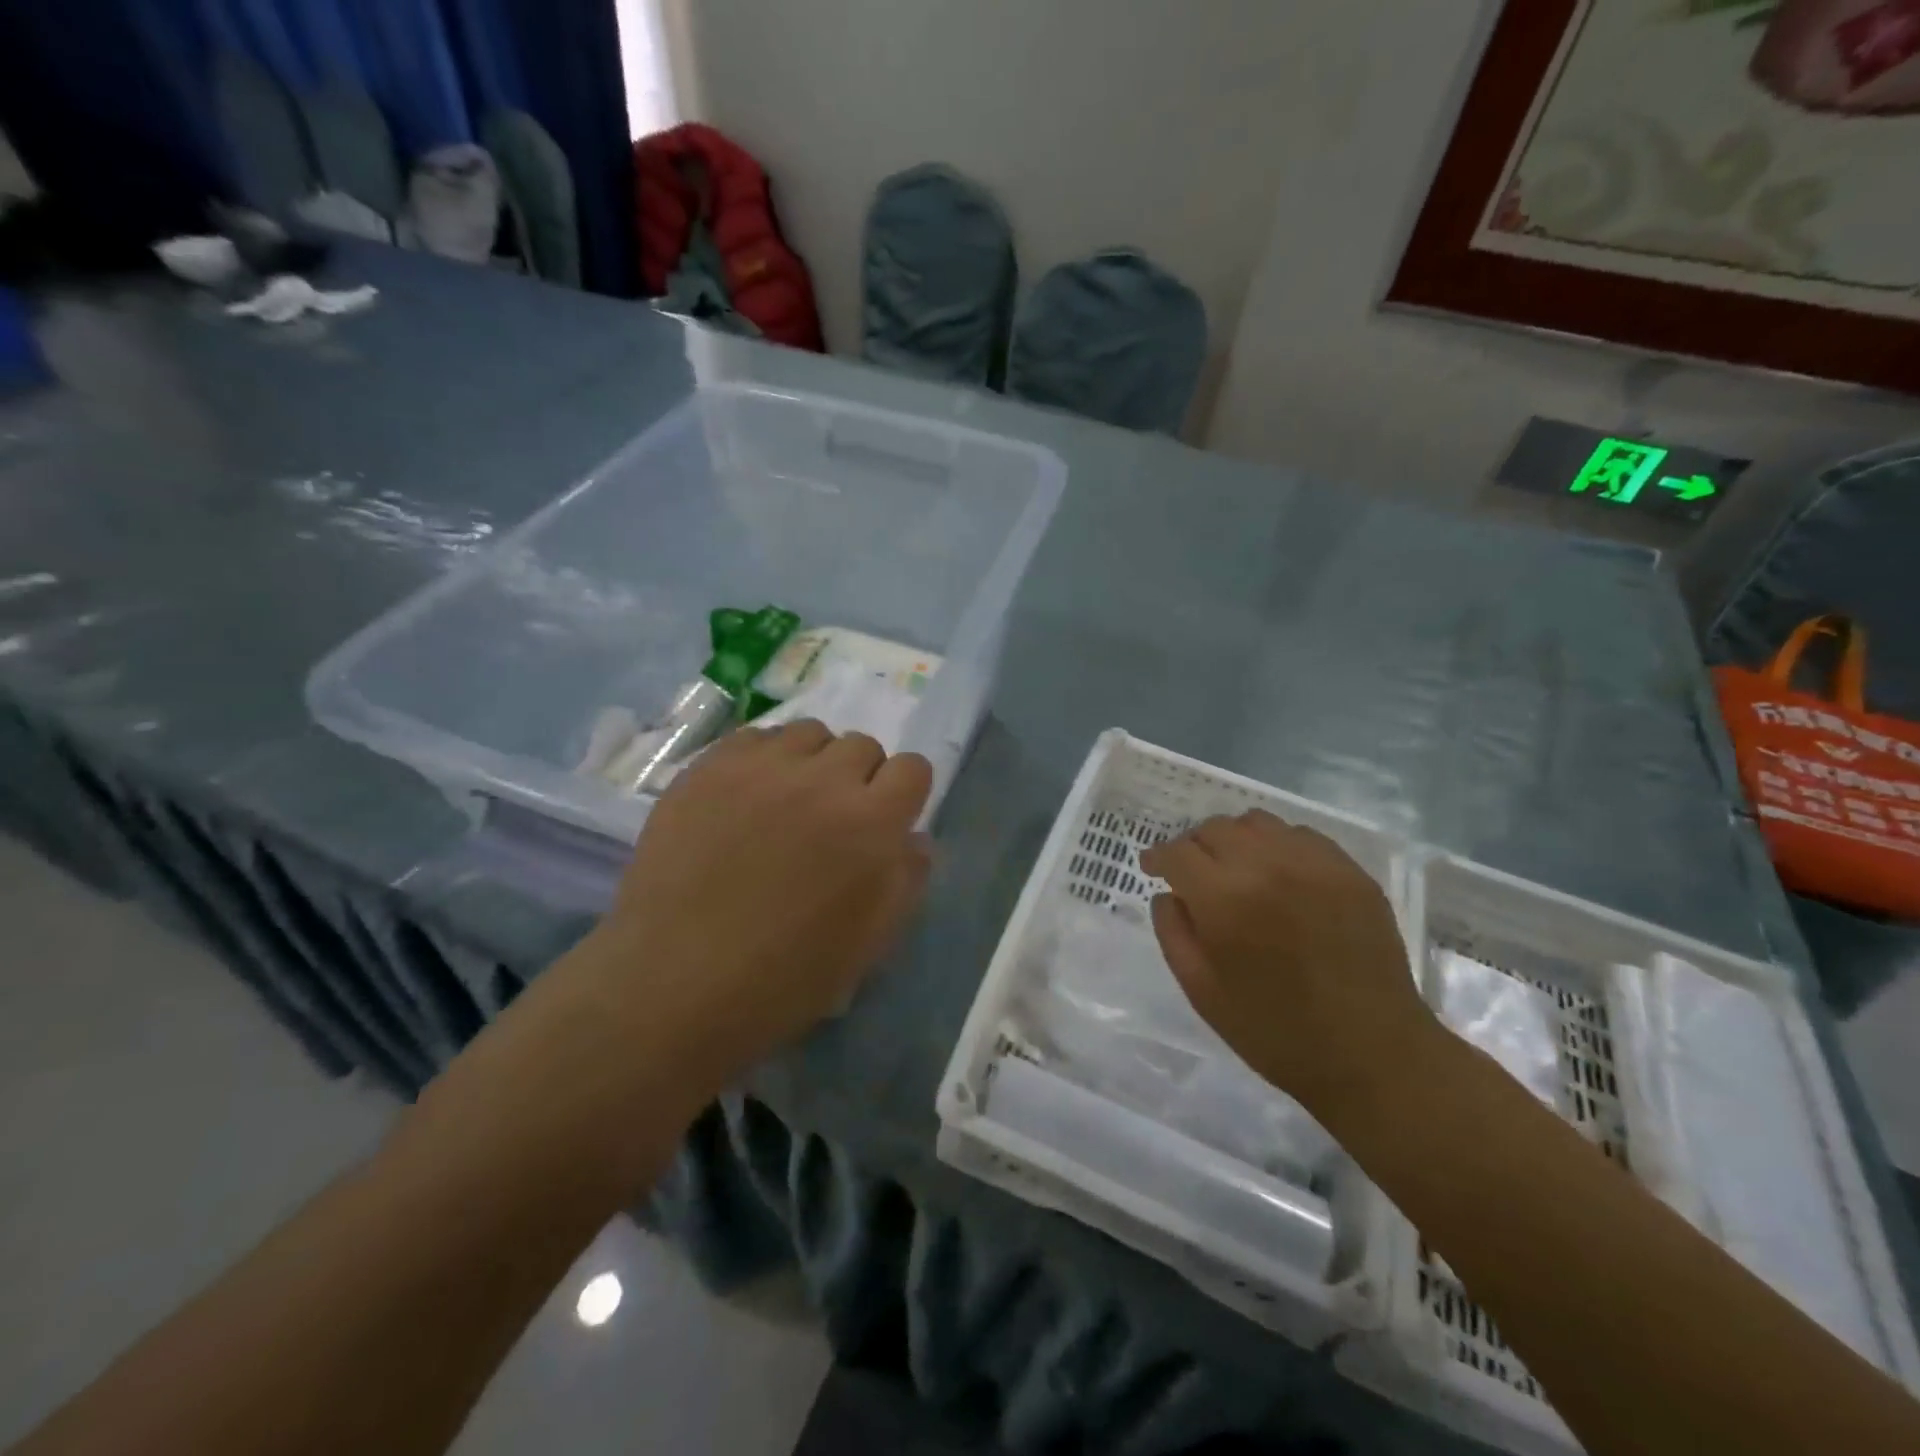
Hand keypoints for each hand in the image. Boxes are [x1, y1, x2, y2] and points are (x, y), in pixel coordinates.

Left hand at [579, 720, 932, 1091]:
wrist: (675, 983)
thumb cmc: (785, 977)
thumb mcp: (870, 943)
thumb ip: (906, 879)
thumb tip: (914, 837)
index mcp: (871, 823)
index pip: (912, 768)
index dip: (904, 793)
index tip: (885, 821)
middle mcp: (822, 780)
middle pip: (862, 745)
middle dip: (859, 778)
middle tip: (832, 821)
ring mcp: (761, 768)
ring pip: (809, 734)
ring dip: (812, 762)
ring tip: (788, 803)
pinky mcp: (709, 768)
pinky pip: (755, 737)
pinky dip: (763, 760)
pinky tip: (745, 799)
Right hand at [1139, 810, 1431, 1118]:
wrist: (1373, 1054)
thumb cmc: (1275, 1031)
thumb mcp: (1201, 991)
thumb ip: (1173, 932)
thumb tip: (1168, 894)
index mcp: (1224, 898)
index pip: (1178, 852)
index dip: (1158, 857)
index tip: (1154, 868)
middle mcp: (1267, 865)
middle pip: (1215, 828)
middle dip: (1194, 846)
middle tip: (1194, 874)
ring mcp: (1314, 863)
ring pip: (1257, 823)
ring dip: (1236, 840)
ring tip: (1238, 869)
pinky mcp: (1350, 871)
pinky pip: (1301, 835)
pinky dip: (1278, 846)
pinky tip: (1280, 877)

## ACTION ITEM
Each line above is to be copied verbatim. Drop any image from the copy.

## TASK OUTPUT
Hand keypoints for each hand in the image. Boxes are [x1, y1, x2, y2] and points are (x, y), in pixel coordinates.

Left hand at [579, 720, 932, 1091]:
wrist: (675, 983)
thumb cmc: (785, 977)
thumb mcp: (870, 943)
thumb ip: (906, 879)
thumb tip: (914, 837)
index mcp: (871, 823)
index pip: (912, 768)
index dip: (904, 793)
index tip: (885, 821)
middle mcp: (822, 780)
middle pip: (862, 745)
middle dip: (859, 778)
middle tip: (832, 821)
ring mcp: (761, 768)
ring pip: (809, 734)
ring dip: (812, 762)
ring tip: (788, 803)
pinky mcp: (709, 768)
pinky pip: (755, 737)
pinky dip: (763, 760)
pinky tip: (745, 799)
Right hand at [1139, 810, 1431, 1118]:
wrist: (1373, 1054)
thumb cmc: (1275, 1031)
thumb mcp: (1201, 991)
thumb ip: (1173, 932)
thumb tip: (1168, 894)
index mcp: (1224, 898)
index pip: (1178, 852)
index dip: (1158, 857)
index tip: (1154, 868)
middle mcp: (1267, 865)
middle pip: (1215, 828)
middle dip: (1194, 846)
middle tip: (1194, 874)
ring mcp: (1314, 863)
ring pip: (1257, 823)
ring dip: (1236, 840)
ring tip: (1238, 869)
pinky mcp: (1350, 871)
pinky pip: (1301, 835)
pinky dip: (1278, 846)
pinky tip: (1280, 877)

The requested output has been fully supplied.